He was Executive Committee Chairman of the British Council of Churches.

==Life==
He was born on 16 September 1921, in Edinburgh, to William B. Johnston, a civil servant, and his wife, Isabel W. Highley.

He was educated at George Watson’s College. He then studied Classics and Divinity at the University of Edinburgh and New College Edinburgh.

He was ordained as a Chaplain to HM Forces in 1945. Initially acting as Chaplain to the Kings Own Scottish Borderers he later transferred to the highly unusual role as Chaplain to the captured German prisoners of war in Scotland, having special efforts to relieve the plight of the German chaplains captured (who were treated as normal soldiers).

He was the Minister at Bo’ness from 1949 to 1954; Greenock from 1955 to 1964; and Colinton Parish Church from 1964 to 1991. At Greenock he was involved with work at Greenock women's prison.
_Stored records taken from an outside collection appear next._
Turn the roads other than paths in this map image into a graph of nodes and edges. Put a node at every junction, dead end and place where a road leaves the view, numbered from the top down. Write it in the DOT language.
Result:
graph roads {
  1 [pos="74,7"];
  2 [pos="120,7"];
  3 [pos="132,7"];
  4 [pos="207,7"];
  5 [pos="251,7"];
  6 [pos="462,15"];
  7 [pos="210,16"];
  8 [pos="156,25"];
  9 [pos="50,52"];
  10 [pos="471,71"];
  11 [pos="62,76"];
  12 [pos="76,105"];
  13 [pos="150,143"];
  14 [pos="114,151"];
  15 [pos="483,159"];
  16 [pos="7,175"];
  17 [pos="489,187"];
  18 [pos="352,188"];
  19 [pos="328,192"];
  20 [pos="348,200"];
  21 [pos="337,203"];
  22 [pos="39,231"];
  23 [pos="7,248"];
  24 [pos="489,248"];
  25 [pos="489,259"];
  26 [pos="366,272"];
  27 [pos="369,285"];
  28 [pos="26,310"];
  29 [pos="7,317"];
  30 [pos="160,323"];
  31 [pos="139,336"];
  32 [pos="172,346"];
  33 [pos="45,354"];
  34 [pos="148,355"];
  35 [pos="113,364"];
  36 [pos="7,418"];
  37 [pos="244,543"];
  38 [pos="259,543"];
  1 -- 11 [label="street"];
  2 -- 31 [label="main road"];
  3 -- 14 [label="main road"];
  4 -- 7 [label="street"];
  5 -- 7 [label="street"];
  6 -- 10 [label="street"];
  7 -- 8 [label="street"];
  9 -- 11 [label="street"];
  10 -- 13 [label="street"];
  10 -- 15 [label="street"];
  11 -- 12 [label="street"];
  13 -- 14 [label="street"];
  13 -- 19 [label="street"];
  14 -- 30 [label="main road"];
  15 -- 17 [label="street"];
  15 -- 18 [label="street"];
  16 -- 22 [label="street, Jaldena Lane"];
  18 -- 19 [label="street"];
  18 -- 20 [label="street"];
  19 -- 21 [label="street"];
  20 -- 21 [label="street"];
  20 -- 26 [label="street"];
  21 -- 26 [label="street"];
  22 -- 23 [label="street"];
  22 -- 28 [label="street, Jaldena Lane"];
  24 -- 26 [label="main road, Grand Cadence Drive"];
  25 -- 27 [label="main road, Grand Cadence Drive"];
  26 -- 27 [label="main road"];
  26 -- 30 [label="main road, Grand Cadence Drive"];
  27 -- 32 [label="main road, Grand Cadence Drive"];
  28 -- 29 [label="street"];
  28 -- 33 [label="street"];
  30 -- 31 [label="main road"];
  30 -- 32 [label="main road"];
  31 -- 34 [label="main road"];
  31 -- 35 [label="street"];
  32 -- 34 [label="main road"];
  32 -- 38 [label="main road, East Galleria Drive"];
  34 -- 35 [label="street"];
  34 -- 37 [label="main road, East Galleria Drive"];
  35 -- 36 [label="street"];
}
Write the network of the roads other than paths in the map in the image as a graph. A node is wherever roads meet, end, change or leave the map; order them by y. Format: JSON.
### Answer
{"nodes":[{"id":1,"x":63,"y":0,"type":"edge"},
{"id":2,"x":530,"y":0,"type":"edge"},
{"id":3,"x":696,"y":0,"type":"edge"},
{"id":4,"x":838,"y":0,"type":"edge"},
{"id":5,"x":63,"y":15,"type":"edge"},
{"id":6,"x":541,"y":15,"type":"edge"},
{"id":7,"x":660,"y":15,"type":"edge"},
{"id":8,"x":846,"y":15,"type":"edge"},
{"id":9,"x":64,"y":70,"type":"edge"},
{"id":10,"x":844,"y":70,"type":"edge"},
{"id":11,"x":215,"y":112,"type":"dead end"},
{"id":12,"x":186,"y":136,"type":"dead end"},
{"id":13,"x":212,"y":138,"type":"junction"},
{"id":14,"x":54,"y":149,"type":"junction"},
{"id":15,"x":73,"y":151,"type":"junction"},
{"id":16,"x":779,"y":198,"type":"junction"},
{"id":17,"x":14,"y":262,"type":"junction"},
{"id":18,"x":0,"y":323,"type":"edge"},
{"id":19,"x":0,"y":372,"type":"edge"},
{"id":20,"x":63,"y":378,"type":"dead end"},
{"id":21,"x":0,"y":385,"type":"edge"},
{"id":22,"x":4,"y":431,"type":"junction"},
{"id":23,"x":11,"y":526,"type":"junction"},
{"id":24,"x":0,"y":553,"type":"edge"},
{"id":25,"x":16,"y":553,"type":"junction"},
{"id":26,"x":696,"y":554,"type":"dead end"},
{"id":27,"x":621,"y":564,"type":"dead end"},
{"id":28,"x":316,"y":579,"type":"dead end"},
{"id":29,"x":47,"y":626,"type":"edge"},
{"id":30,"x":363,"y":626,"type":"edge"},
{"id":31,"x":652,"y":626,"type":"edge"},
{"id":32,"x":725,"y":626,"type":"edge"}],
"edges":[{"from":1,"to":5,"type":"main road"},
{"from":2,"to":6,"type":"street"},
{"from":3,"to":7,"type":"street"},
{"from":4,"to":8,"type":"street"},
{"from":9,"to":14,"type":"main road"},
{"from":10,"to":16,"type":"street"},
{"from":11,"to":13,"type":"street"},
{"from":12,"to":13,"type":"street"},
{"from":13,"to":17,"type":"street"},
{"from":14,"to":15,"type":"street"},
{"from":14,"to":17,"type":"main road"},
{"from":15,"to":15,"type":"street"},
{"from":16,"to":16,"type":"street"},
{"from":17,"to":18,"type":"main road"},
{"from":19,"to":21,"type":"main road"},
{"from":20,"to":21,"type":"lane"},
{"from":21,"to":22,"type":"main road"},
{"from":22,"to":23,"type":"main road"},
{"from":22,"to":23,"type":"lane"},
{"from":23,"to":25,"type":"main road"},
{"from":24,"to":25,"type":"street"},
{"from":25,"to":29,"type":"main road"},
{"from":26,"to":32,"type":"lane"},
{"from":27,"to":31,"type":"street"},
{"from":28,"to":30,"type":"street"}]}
A frequent religious broadcaster he was a regular contributor to "Good Morning Scotland".

In 1975, he represented Scotland at the Assembly of the World Council of Churches in Nairobi.

His year as Moderator included a trip to Jerusalem to mark the 50th anniversary of the building of the Scottish church there.

He was an Honorary Chaplain to the Queen from 1991.

He died on 22 May 2005 and was interred in the south side grounds of Colinton Church.

==Family==
In 1947 he married Ruth Cowley, daughter of Rev Cowley, whom he met in post-war Germany. They had one son and two daughters.